The proportion of new registrations with battery-electric and hybrid powertrains is rising steadily. This shows the strong trend in the automotive industry away from conventional powertrains with internal combustion engines. The aim is to reduce the transport sector's contribution to CO₂ emissions. However, it should be noted that this only applies when renewable energy is used. Studies show the relevance of the system boundaries under consideration, which makes the application of Life Cycle Assessment indispensable. According to these studies, the various types of powertrains differ only slightly in their greenhouse gas impact. Rather, the energy supply chain plays a significant role. Moreover, a ban on combustion engines would lead to an additional increase in cumulative CO₂ emissions. An important aspect on the way to sustainable mobility solutions is addressing the existing fleet. The approximately 1.25 billion vehicles predominantly powered by internal combustion engines can make a significant contribution to reduce greenhouse gas emissions by using renewable fuels. Synthetic manufacturing pathways can improve the fuel composition and properties to also minimize pollutant emissions in addition to CO₂. This can specifically benefit vehicles without particulate filters, reducing local emissions. The large number of different production paths of renewable fuels leads to a high diversification of components and properties.
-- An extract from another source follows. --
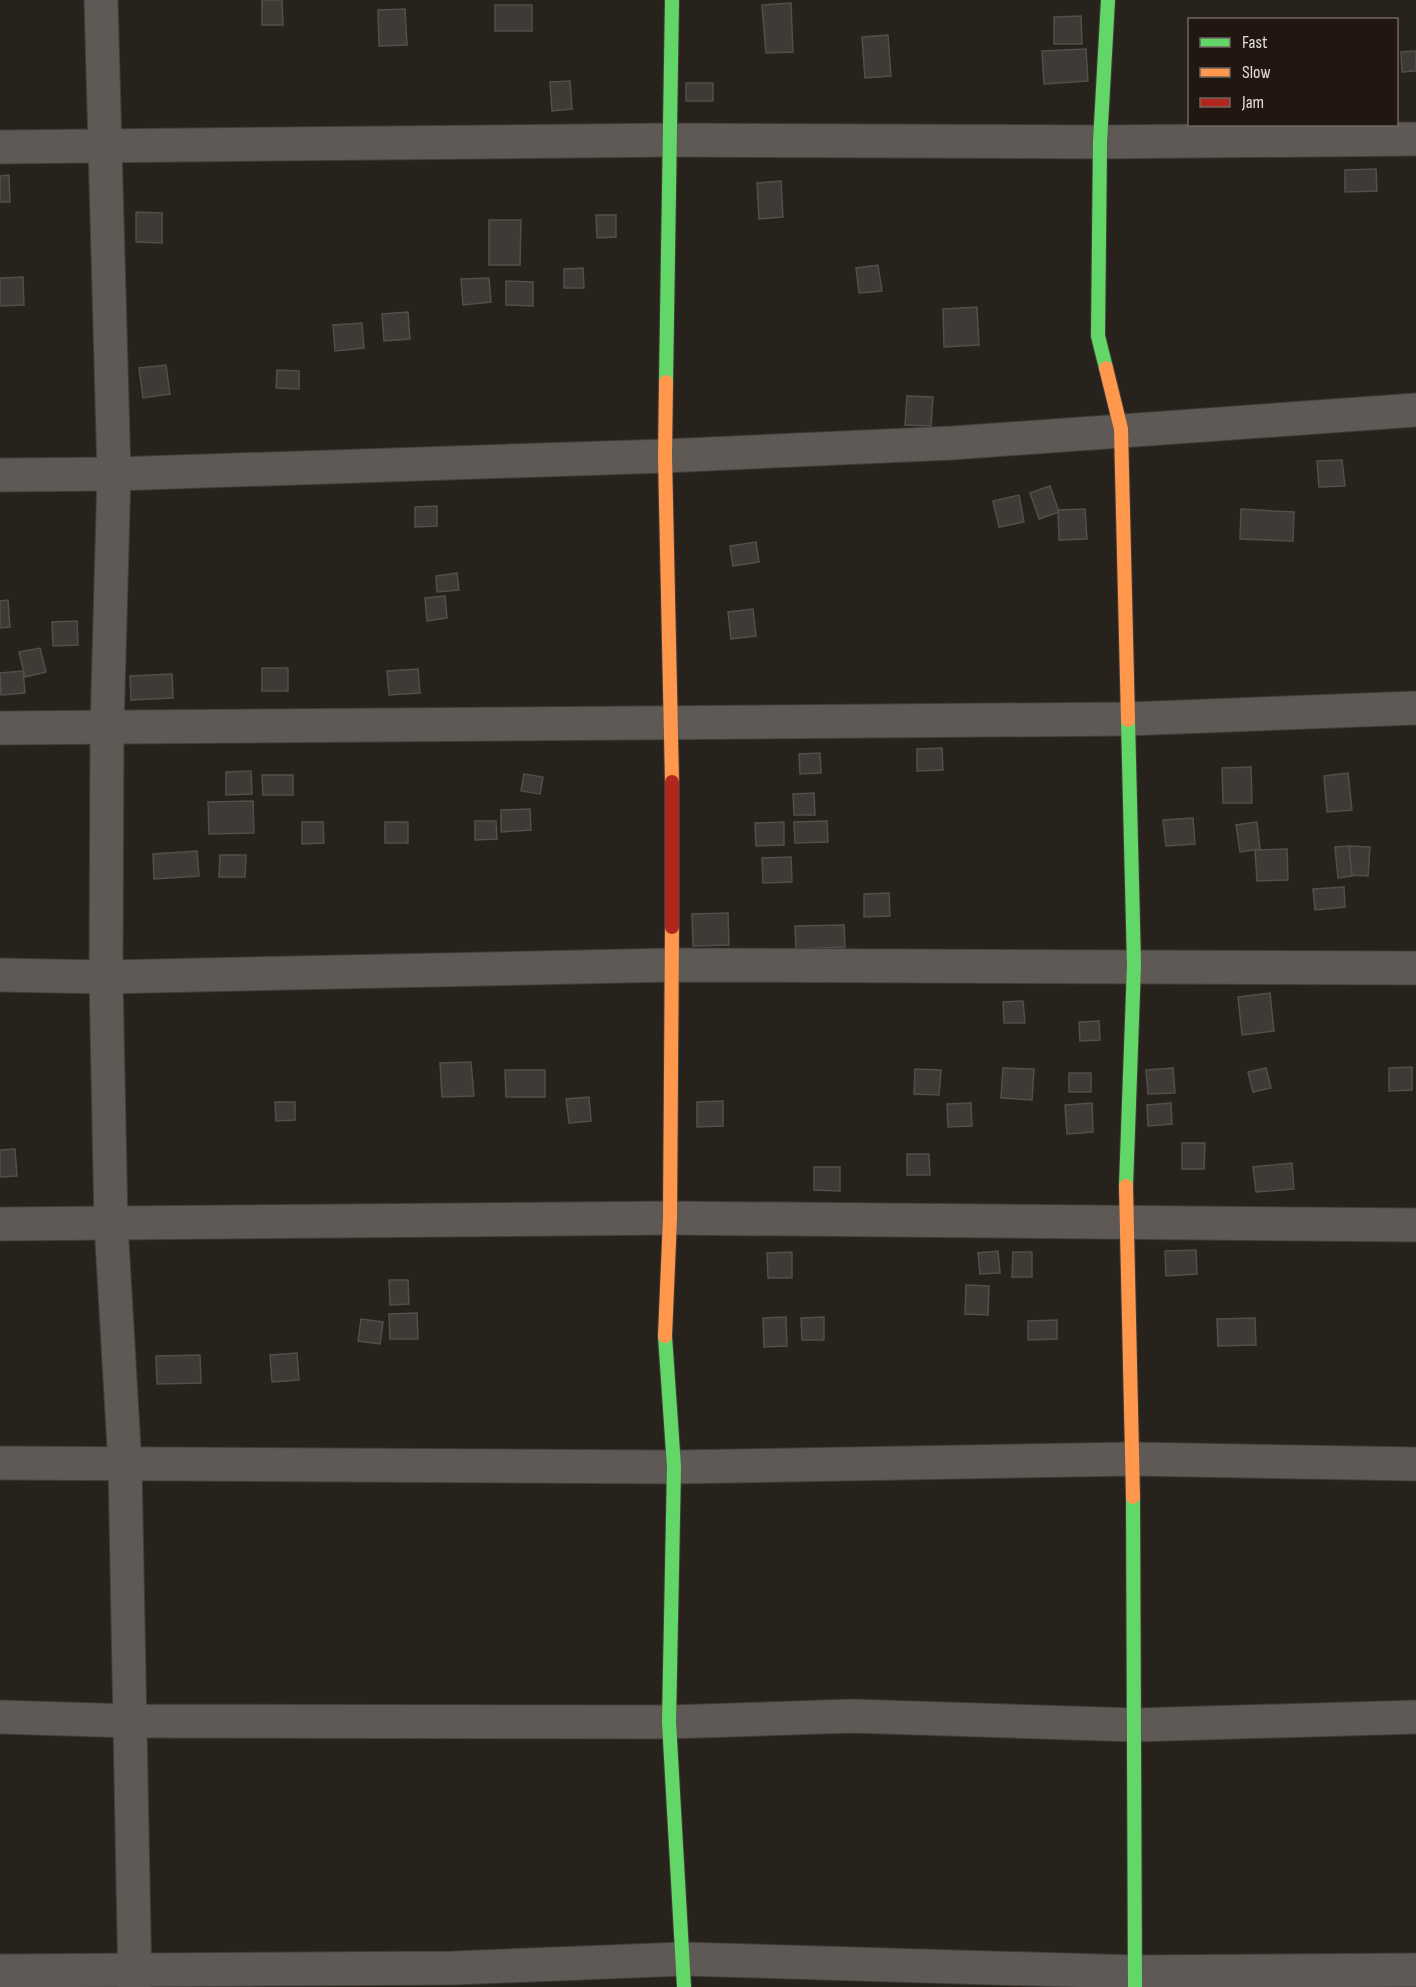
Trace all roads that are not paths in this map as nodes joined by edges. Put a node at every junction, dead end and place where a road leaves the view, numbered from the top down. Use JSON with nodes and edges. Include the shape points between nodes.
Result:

Methods are needed to optimize these for internal combustion engine operations. Since the change of the used fuel has far-reaching effects, a holistic approach is required. In the current work, different methods are presented to evaluate and optimize the effects on the sub-processes of gasoline engine combustion. As a results, requirements for renewable fuels can be defined which play an important role for the further development of process engineering and manufacturing for renewable fuels.